[Stored items]
[Start of section]

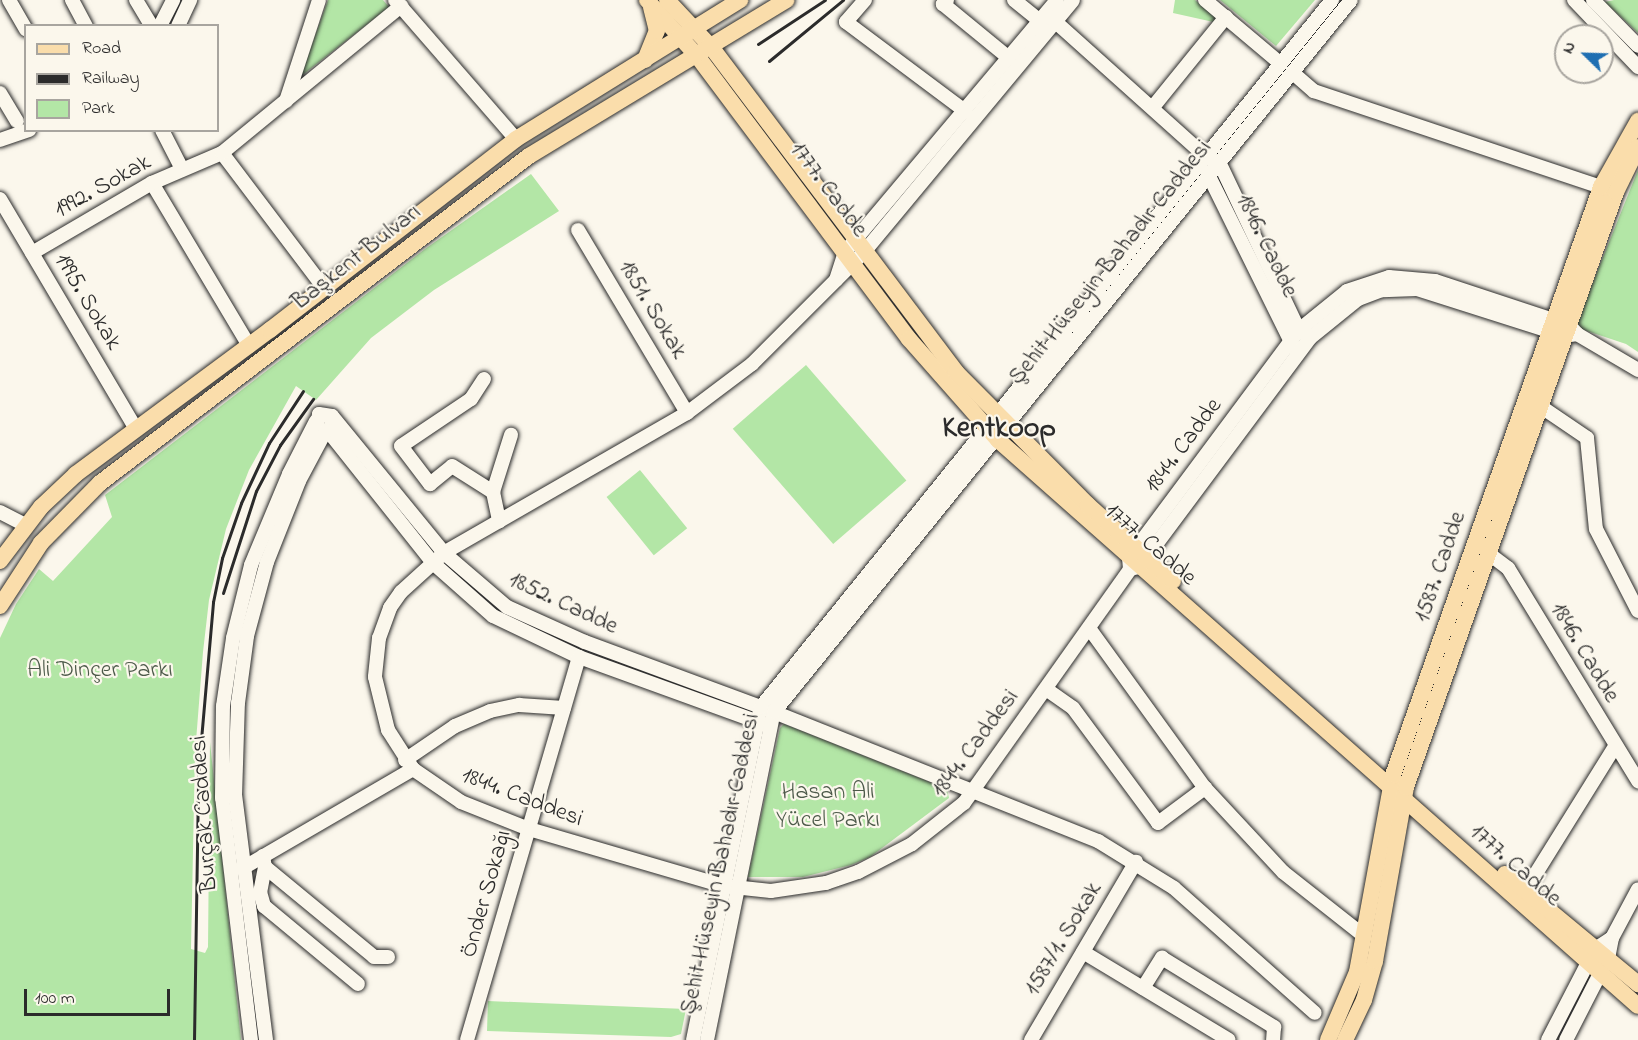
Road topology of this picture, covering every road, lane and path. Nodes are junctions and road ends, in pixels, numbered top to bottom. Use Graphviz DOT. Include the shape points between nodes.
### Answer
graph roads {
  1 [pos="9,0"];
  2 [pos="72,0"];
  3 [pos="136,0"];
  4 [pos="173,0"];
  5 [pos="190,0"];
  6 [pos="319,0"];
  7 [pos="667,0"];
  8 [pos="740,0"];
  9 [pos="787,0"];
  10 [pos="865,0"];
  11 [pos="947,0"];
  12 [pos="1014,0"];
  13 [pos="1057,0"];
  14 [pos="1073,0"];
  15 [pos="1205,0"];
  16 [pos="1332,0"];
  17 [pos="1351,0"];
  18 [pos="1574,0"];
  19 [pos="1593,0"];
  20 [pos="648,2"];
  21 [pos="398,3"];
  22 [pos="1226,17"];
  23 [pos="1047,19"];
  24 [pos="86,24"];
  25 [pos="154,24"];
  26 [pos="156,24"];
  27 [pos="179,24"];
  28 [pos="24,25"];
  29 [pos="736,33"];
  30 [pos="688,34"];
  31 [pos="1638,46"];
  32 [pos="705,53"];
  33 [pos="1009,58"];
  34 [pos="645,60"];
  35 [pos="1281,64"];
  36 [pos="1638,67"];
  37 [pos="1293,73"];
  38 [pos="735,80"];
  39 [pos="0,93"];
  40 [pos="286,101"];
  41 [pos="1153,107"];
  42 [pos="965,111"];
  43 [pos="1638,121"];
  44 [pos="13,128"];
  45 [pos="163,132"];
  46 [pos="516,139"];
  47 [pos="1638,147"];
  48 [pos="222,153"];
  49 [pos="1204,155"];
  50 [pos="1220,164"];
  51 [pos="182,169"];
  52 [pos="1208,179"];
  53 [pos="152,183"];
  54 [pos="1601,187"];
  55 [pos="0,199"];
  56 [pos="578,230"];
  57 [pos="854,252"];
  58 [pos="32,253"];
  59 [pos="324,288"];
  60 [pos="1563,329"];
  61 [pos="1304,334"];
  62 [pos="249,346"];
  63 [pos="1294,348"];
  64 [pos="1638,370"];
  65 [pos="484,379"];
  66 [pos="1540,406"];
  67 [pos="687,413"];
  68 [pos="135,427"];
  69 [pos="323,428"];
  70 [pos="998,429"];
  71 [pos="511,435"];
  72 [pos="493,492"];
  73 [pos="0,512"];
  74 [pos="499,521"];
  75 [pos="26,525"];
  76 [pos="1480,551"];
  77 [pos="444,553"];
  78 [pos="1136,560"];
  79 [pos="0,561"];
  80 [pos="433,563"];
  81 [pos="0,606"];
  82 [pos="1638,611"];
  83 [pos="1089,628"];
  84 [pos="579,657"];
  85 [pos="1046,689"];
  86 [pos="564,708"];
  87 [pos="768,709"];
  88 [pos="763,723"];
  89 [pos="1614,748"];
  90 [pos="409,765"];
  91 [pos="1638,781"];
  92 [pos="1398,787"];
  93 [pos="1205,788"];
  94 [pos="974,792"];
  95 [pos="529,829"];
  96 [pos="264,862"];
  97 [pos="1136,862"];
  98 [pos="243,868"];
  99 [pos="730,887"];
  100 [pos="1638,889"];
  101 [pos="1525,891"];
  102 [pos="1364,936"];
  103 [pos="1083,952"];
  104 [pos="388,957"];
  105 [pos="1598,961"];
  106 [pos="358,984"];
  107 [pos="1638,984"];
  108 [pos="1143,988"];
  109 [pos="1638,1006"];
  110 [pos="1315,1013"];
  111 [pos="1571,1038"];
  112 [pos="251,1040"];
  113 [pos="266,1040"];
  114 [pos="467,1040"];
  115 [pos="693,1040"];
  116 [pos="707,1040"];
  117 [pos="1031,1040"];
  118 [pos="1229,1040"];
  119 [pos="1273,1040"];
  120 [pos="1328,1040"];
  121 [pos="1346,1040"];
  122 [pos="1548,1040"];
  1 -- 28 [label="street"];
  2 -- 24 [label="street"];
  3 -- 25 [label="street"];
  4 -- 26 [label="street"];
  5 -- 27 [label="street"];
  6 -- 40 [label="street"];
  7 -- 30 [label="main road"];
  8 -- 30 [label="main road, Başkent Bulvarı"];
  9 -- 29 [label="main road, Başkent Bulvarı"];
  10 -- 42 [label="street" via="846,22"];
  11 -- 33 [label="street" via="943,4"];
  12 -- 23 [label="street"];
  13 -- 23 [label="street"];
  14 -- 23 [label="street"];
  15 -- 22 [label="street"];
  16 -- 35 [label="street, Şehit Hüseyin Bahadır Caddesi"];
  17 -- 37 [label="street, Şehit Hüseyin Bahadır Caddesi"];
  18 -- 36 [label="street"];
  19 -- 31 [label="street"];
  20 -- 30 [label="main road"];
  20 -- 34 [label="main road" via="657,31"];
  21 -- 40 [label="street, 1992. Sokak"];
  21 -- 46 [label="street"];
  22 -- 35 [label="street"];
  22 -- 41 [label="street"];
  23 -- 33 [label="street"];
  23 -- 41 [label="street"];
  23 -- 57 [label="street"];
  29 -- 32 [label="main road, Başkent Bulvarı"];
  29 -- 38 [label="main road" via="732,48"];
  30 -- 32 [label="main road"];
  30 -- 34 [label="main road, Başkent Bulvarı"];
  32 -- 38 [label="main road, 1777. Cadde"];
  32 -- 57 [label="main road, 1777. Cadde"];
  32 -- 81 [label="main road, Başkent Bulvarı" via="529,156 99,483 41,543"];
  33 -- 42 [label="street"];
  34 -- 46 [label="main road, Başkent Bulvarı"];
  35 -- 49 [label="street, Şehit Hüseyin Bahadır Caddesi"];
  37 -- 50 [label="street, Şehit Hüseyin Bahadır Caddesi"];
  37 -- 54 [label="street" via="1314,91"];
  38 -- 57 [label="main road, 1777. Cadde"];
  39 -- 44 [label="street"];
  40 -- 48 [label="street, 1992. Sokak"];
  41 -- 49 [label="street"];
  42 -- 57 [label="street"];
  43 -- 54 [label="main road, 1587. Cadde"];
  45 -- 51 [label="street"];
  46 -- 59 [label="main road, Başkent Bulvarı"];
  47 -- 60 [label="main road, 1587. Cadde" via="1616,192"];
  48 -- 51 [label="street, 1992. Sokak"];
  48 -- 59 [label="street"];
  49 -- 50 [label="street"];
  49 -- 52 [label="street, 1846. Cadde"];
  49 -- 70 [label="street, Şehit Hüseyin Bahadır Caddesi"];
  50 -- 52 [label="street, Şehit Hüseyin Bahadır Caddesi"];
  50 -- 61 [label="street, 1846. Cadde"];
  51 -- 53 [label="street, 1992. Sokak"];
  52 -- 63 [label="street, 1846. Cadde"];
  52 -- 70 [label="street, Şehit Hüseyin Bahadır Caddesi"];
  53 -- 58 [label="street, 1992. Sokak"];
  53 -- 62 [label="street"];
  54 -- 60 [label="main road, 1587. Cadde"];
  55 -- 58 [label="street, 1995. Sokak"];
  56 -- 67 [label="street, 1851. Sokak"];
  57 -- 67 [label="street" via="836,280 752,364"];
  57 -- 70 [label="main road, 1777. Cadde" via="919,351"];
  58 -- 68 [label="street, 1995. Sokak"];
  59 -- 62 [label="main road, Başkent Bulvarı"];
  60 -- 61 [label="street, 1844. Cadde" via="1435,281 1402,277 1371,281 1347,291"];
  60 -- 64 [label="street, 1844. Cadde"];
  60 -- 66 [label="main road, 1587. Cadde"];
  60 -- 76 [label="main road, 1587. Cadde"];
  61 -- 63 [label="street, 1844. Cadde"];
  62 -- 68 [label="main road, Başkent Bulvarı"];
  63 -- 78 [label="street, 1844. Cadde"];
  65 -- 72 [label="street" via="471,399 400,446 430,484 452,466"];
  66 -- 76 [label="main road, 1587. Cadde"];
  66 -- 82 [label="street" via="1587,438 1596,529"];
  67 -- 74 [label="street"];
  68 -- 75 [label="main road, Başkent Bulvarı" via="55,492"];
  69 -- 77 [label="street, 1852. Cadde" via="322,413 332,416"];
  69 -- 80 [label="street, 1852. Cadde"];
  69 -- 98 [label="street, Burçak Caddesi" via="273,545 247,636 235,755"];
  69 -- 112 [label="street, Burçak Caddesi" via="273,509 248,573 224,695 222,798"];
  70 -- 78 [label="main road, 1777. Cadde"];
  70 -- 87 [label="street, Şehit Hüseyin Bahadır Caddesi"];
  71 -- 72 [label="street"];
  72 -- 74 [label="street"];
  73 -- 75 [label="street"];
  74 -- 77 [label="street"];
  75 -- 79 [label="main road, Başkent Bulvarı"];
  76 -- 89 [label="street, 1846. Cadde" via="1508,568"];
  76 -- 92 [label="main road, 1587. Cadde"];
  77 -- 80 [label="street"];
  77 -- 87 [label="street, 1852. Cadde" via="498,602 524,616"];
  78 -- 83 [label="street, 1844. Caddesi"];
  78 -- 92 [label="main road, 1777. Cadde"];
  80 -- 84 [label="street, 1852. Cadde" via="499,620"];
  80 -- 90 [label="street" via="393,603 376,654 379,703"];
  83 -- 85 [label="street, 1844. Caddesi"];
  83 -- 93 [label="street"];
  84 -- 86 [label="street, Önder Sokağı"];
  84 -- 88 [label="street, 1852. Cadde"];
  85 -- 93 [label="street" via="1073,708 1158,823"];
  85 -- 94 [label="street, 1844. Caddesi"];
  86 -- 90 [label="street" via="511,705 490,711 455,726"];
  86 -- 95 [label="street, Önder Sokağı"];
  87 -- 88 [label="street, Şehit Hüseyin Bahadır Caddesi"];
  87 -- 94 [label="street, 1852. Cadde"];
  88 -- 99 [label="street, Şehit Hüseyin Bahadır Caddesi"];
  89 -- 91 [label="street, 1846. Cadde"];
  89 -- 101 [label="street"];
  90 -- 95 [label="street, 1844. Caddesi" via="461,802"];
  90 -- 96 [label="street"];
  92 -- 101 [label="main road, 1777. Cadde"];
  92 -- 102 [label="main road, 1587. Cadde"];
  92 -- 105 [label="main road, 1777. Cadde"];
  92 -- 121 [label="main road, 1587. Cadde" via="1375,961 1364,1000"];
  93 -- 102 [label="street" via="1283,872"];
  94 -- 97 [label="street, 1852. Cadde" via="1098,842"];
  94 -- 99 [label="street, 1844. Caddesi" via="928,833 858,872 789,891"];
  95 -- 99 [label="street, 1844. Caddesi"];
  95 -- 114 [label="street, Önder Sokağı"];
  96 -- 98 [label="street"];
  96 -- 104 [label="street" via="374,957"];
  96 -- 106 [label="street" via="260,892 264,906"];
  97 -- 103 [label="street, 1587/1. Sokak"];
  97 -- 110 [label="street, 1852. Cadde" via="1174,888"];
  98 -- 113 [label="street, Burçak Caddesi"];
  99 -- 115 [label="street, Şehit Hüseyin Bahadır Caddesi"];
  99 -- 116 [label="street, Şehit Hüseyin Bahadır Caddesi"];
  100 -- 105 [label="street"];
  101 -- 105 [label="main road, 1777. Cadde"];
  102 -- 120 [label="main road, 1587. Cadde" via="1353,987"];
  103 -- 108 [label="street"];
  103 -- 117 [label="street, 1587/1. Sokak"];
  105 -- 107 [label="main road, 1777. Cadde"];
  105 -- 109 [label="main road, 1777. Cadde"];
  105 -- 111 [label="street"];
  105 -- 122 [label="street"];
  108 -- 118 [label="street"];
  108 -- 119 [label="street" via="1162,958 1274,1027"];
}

[End of section]

Pull out every line of the records above that contains the word "Önder".

  84 -- 86 [label="street, Önder Sokağı"];
  86 -- 95 [label="street, Önder Sokağı"];
  95 -- 114 [label="street, Önder Sokağı"];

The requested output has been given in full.